Start of TASK MATERIAL

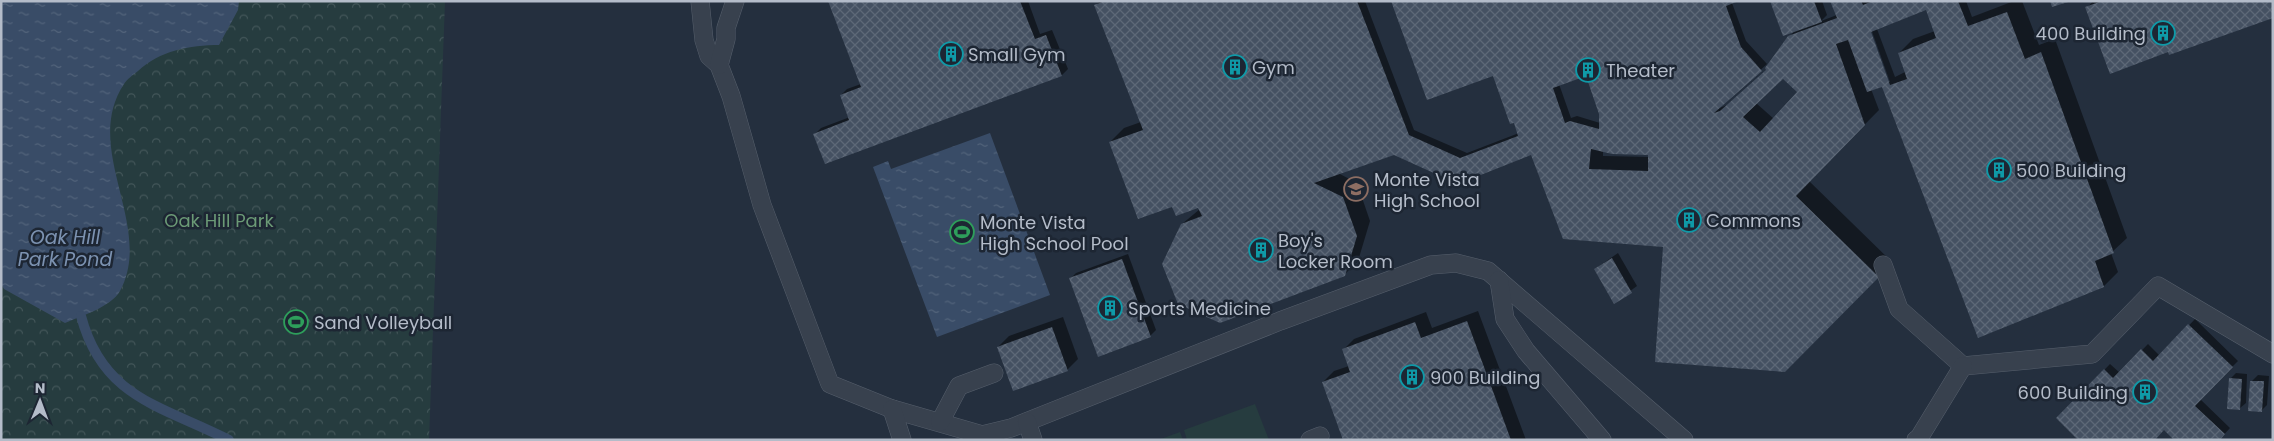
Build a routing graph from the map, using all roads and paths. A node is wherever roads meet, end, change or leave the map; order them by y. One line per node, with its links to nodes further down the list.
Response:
1 (700, 1): 3 (lane)
2 (735, 1): 3 (lane)
3 (719, 65): 9 (lane)
4 (1883, 265): 7 (lane)
5 (1499, 280): 11 (lane); 14 (lane); 15 (lane)
6 (2273, 354): 7 (lane)
7 (1963, 366): 16 (lane)
8 (994, 373): 10 (lane)
9 (892, 409): 10 (lane); 12 (lane)
10 (940, 422): 11 (lane)
11 (1027, 422): 13 (lane)
12 (902, 440)
13 (1033, 440)
14 (1602, 440)
15 (1684, 440)
16 (1916, 440)

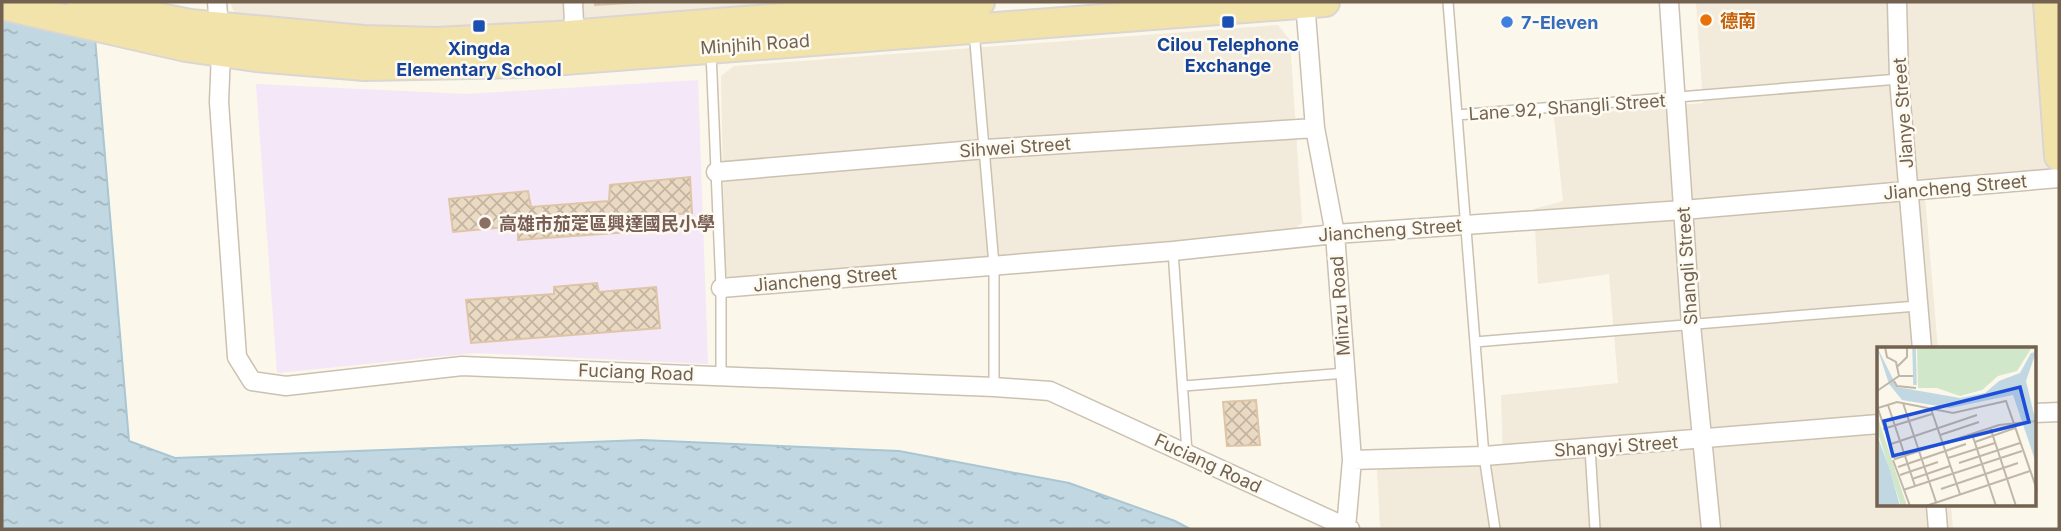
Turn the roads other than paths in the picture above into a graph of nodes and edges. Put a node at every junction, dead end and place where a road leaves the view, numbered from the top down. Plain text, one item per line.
1 (81, 2) edge
2 (573, 2) edge
3 (1312, 2) edge
4 (1448, 2) edge
5 (1669, 2) edge
6 (1897, 2) edge
7 (2048, 2) edge
8 (2, 5) edge
9 (975, 8) edge
10 (847, 17) edge
11 (219, 27) edge
12 (188, 35) junction
13 (575, 46) junction
14 (711, 47) junction
15 (1899, 79) junction
16 (1676, 99) junction
17 (1457, 115) junction
18 (1315, 128) junction
19 (986, 149) junction
20 (2059, 156) edge
21 (716, 172) junction
22 (2059, 178) edge
23 (1909, 192) junction
24 (1683, 210) junction
25 (1466, 224) junction
26 (1335, 234) junction
27 (1172, 251) junction
28 (994, 265) junction
29 (721, 288) junction
30 (1917, 306) junction
31 (1691, 325) junction
32 (1475, 342) junction
33 (1922, 347) edge
34 (1346, 373) junction
35 (721, 376) junction
36 (1184, 386) junction
37 (994, 387) junction
38 (2059, 412) edge
39 (2036, 413) edge
40 (1877, 424) edge
41 (1701, 440) junction
42 (1590, 448) junction
43 (1187, 453) junction
44 (1484, 456) junction
45 (1352, 460) junction
46 (1936, 506) edge
47 (1348, 528) edge
48 (1494, 529) edge
49 (1595, 529) edge
50 (1711, 529) edge
51 (1938, 529) edge

1 - 12 main road
2 - 13 street
3 - 9 main road, Minjhih Road
3 - 18 street, Minzu Road
4 - 17 lane
5 - 16 street, Shangli Street
6 - 15 street, Jianye Street
7 - 20 main road
8 - 12 main road
9 - 10 main road, Minjhih Road
9 - 19 lane
10 - 13 main road, Minjhih Road
10 - 14 main road, Minjhih Road
11 - 12 main road, Minjhih Road
11 - 13 main road, Minjhih Road
11 - 35 street, Fuciang Road
13 - 14 main road, Minjhih Road
14 - 21 lane
15 - 16 lane, Lane 92, Shangli Street
15 - 23 street, Jianye Street
16 - 17 lane, Lane 92, Shangli Street
16 - 24 street, Shangli Street
17 - 25 lane
18 - 19 street, Sihwei Street
18 - 26 street, Minzu Road
19 - 21 street, Sihwei Street
19 - 28 lane
21 - 29 lane
22 - 23 street, Jiancheng Street
23 - 24 street, Jiancheng Street
23 - 30 street, Jianye Street
24 - 25 street, Jiancheng Street
24 - 31 street, Shangli Street
25 - 26 street, Jiancheng Street
25 - 32 lane
26 - 27 street, Jiancheng Street
26 - 34 street, Minzu Road
27 - 28 street, Jiancheng Street
27 - 36 lane
28 - 29 street, Jiancheng Street
28 - 37 lane
29 - 35 lane
30 - 31 lane
30 - 33 street, Jianye Street
31 - 32 lane
31 - 41 street, Shangli Street
32 - 44 lane
34 - 36 lane
34 - 45 street, Minzu Road
35 - 37 street, Fuciang Road
36 - 43 lane
37 - 43 street, Fuciang Road
38 - 39 street
40 - 41 street, Shangyi Street
41 - 42 street, Shangyi Street
41 - 50 street, Shangli Street
42 - 44 street, Shangyi Street
42 - 49 lane
43 - 47 street, Fuciang Road
44 - 45 street, Shangyi Street
44 - 48 lane
45 - 47 street, Minzu Road
46 - 51 street

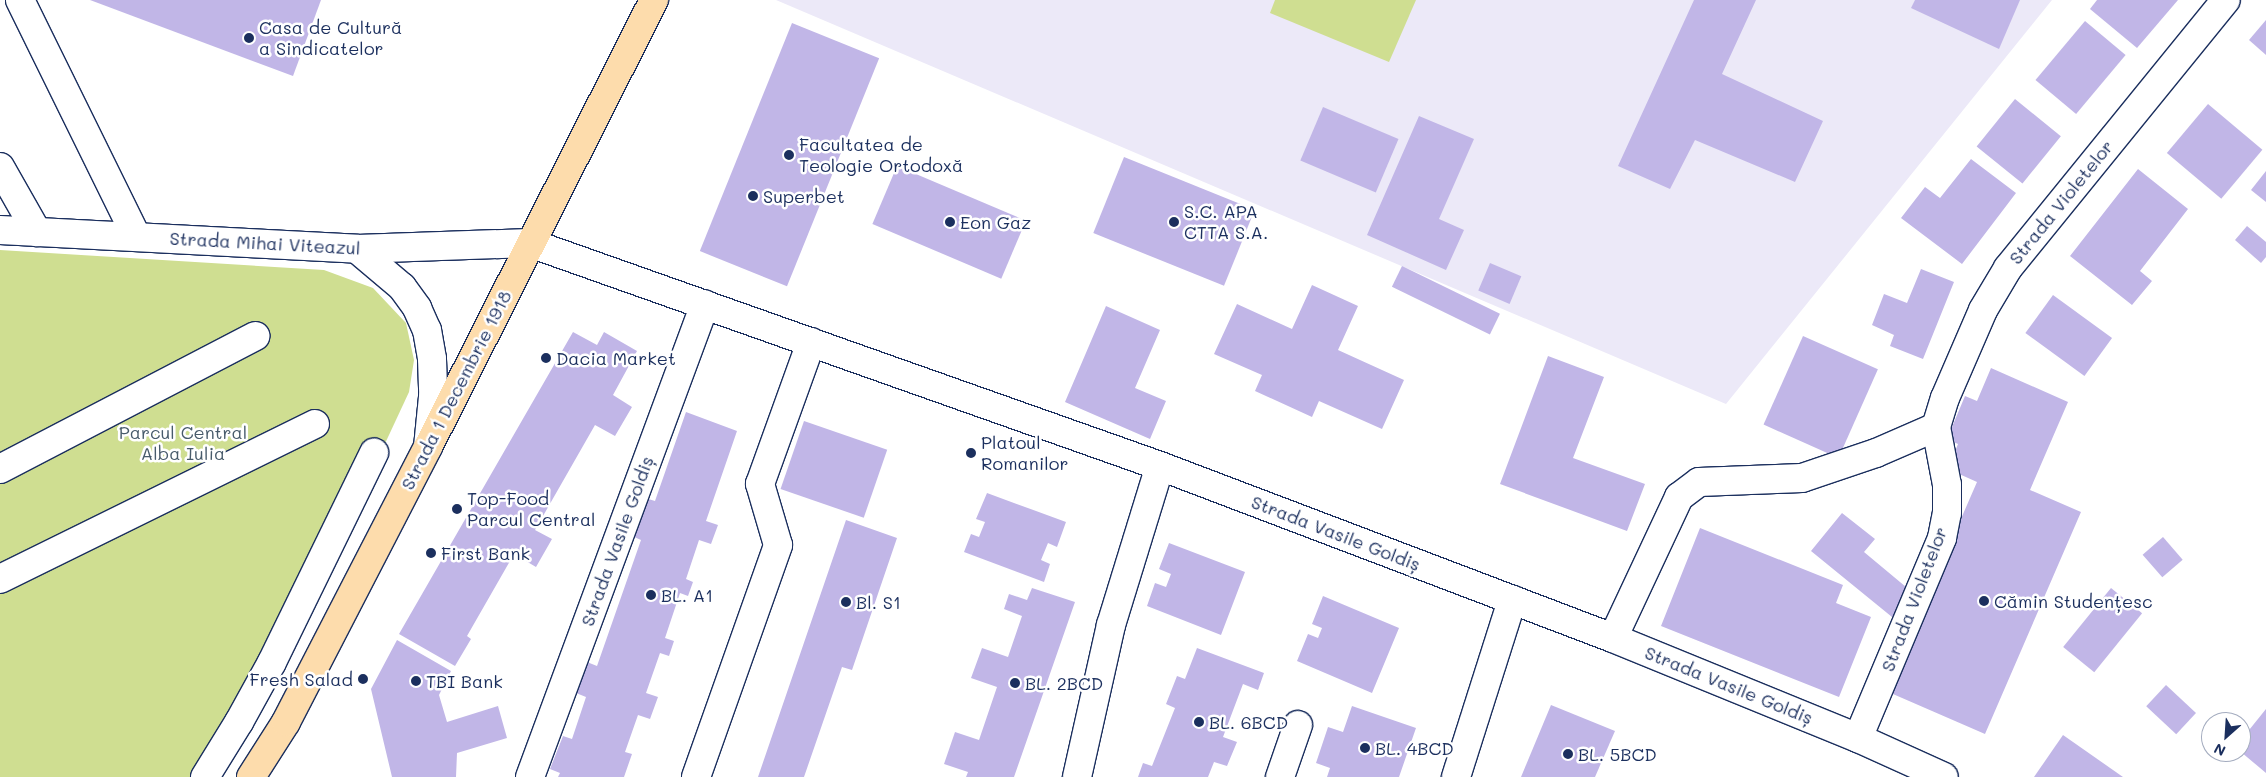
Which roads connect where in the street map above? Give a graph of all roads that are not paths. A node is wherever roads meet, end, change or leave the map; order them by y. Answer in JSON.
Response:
{"nodes":[{"id":1,"x":20,"y":0,"type":"edge"},
{"id":2,"x":654,"y":0,"type":"edge"},
{"id":3,"x":2226,"y":0,"type":"edge"},
{"id":4,"x":0,"y":168,"type":"edge"},
{"id":5,"x":0,"y":230,"type":"edge"},
{"id":6,"x":37,"y":232,"type":"junction"},
{"id":7,"x":136,"y":236,"type":"junction"},
{"id":8,"x":530,"y":243,"type":"junction"},
{"id":9,"x":358,"y":249,"type":"junction"},
{"id":10,"x":705,"y":304,"type":"junction"},
{"id":11,"x":256,"y":336,"type":"dead end"},
{"id":12,"x":811,"y":342,"type":"junction"},
{"id":13,"x":315,"y":424,"type":"dead end"},
{"id":14,"x":1936,"y":427,"type":"junction"},
{"id":15,"x":428,"y":447,"type":"junction"},
{"id":16,"x":374,"y":453,"type":"dead end"},
{"id":17,"x":1160,"y":466,"type":"junction"},
{"id":18,"x":0,"y":469,"type":"edge"},
{"id":19,"x":0,"y":579,"type":"edge"},
{"id":20,"x":1512,"y":600,"type":"junction"},
{"id":21,"x":1613,"y":638,"type":"junction"},
{"id":22,"x":1298,"y":725,"type":"dead end"},
{"id":23,"x":1858,"y":738,"type":"junction"},
{"id":24,"x":205,"y":777,"type":"edge"},
{"id":25,"x":251,"y":777,"type":"edge"},
{"id":26,"x":530,"y":777,"type":"edge"},
{"id":27,"x":696,"y":777,"type":"edge"},
{"id":28,"x":1077,"y":777,"type":"edge"},
{"id":29,"x":1280,"y":777,"type":"edge"},
{"id":30,"x":1456,"y":777,"type":"edge"},
{"id":31,"x":1944,"y":777,"type":"edge"}],
"edges":[{"from":1,"to":7,"type":"street"},
{"from":2,"to":8,"type":"main road","name":"Strada 1 Decembrie 1918"},
{"from":3,"to":14,"type":"street","name":"Strada Violetelor"},
{"from":4,"to":6,"type":"street"},
{"from":5,"to":6,"type":"street","name":"Strada Mihai Viteazul"},
{"from":6,"to":7,"type":"street","name":"Strada Mihai Viteazul"},
{"from":7,"to":9,"type":"street","name":"Strada Mihai Viteazul"},
{"from":8,"to":9,"type":"street","name":"Strada Mihai Viteazul"},
{"from":8,"to":10,"type":"street","name":"Strada Vasile Goldiș"},
{"from":8,"to":15,"type":"main road","name":"Strada 1 Decembrie 1918"},
{"from":9,"to":15,"type":"street"},
{"from":10,"to":12,"type":"street","name":"Strada Vasile Goldiș"},
{"from":10,"to":26,"type":"street","name":"Strada Vasile Goldiș"},
{"from":11,"to":18,"type":"street"},
{"from":12,"to":17,"type":"street","name":"Strada Vasile Goldiș"},
{"from":12,"to":27,"type":"street"},
{"from":13,"to":19,"type":"street"},
{"from":14,"to":21,"type":"street"},
{"from":14,"to":23,"type":"street","name":"Strada Violetelor"},
{"from":15,"to":25,"type":"main road","name":"Strada 1 Decembrie 1918"},
{"from":16,"to":24,"type":"street"},
{"from":17,"to":20,"type":"street","name":"Strada Vasile Goldiș"},
{"from":17,"to":28,"type":"street"},
{"from":20,"to":21,"type":"street","name":"Strada Vasile Goldiș"},
{"from":20,"to":30,"type":"street"},
{"from":21,"to":23,"type":"street","name":"Strada Vasile Goldiș"},
{"from":22,"to":29,"type":"street"},
{"from":23,"to":31,"type":"street","name":"Strada Vasile Goldiș"}]}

End of TASK MATERIAL

BRIEF
Go through the data and count each line that has the word "Shangyi", then give the total alone.

WRITTEN RESPONSE
4